Just two weeks ago, Sergey Aksionov was unknown, the head of a political party in Crimea few had heard of. Now he's the new prime minister of the Ukrainian peninsula, and the leader of the drive to hand Crimea to Russia.
How did he do it? Well, let's just say he had some help: Thousands of Russian soldiers, who rolled across Crimea, blockading the Ukrainian military in their bases before they realized what was happening.
Aksionov tries to avoid Western media. He wouldn't agree to speak with CBS News, but his deputy did.
Dimitry Polonsky said Russian President Vladimir Putin only sent in his troops because Aksionov asked him to.
"In the turbulent time after the riots in Kiev, Aksionov appealed to the Russian President to help us protect lives and keep the peace," Polonsky said.
Putin was only too happy to oblige.
Aksionov's armed militias, which he'd been recruiting for some time, got Moscow's backing to whip up pro-Russian sentiment.

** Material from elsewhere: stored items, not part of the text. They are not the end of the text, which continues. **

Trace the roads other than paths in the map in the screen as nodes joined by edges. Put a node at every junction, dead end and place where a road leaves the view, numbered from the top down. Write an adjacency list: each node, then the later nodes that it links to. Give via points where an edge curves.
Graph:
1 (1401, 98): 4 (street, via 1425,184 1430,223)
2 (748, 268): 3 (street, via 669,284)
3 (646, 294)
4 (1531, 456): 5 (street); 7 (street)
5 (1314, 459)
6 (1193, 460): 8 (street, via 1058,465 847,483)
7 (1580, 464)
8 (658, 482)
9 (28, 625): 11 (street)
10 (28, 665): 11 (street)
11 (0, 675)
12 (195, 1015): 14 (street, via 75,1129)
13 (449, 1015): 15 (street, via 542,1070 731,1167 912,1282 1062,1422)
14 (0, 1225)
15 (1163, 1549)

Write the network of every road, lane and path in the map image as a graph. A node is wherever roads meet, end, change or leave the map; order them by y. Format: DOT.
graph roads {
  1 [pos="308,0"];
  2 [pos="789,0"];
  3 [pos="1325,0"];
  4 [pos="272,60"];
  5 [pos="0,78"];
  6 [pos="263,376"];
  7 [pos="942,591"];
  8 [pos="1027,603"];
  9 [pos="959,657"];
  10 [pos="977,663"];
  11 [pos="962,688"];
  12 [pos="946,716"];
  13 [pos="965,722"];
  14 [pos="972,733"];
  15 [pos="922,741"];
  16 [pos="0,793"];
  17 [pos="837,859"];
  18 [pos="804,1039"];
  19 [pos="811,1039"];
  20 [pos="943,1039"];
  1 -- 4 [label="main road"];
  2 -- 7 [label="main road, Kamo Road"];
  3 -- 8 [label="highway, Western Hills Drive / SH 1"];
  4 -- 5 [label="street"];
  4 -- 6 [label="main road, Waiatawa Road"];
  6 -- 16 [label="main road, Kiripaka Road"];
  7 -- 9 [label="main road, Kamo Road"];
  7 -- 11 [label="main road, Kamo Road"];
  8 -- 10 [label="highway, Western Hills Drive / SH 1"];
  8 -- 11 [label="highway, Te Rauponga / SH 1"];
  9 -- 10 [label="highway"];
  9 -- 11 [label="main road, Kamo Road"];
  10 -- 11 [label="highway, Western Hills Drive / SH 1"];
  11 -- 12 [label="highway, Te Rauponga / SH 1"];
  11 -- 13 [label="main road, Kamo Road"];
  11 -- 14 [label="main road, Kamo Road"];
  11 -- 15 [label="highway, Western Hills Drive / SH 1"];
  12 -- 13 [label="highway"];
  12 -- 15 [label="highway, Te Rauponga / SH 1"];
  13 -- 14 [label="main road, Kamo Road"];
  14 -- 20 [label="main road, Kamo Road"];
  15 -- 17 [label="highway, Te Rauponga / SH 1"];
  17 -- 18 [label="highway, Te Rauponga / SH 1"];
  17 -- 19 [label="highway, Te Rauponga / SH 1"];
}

On Feb. 27, emotional crowds gathered in front of Crimea's parliament. Aksionov showed up, and waded in, as if to calm the situation. In fact, he was on his way into the building to seize power. In short order, local independent television was taken off the air and all flights except those to and from Moscow were canceled.
"We aren't here to deliver what America wants, but what the Crimean people want," Polonsky said. "So don't threaten us."The real threat for Aksionov's men are prominent Ukrainian leaders, dozens of whom have disappeared so far. On Friday night, the head of the military hospital was taken away in handcuffs by anonymous armed men and Russian paramilitaries. His whereabouts are unknown. CBS News spoke to his terrified employees. Their message: Please help us.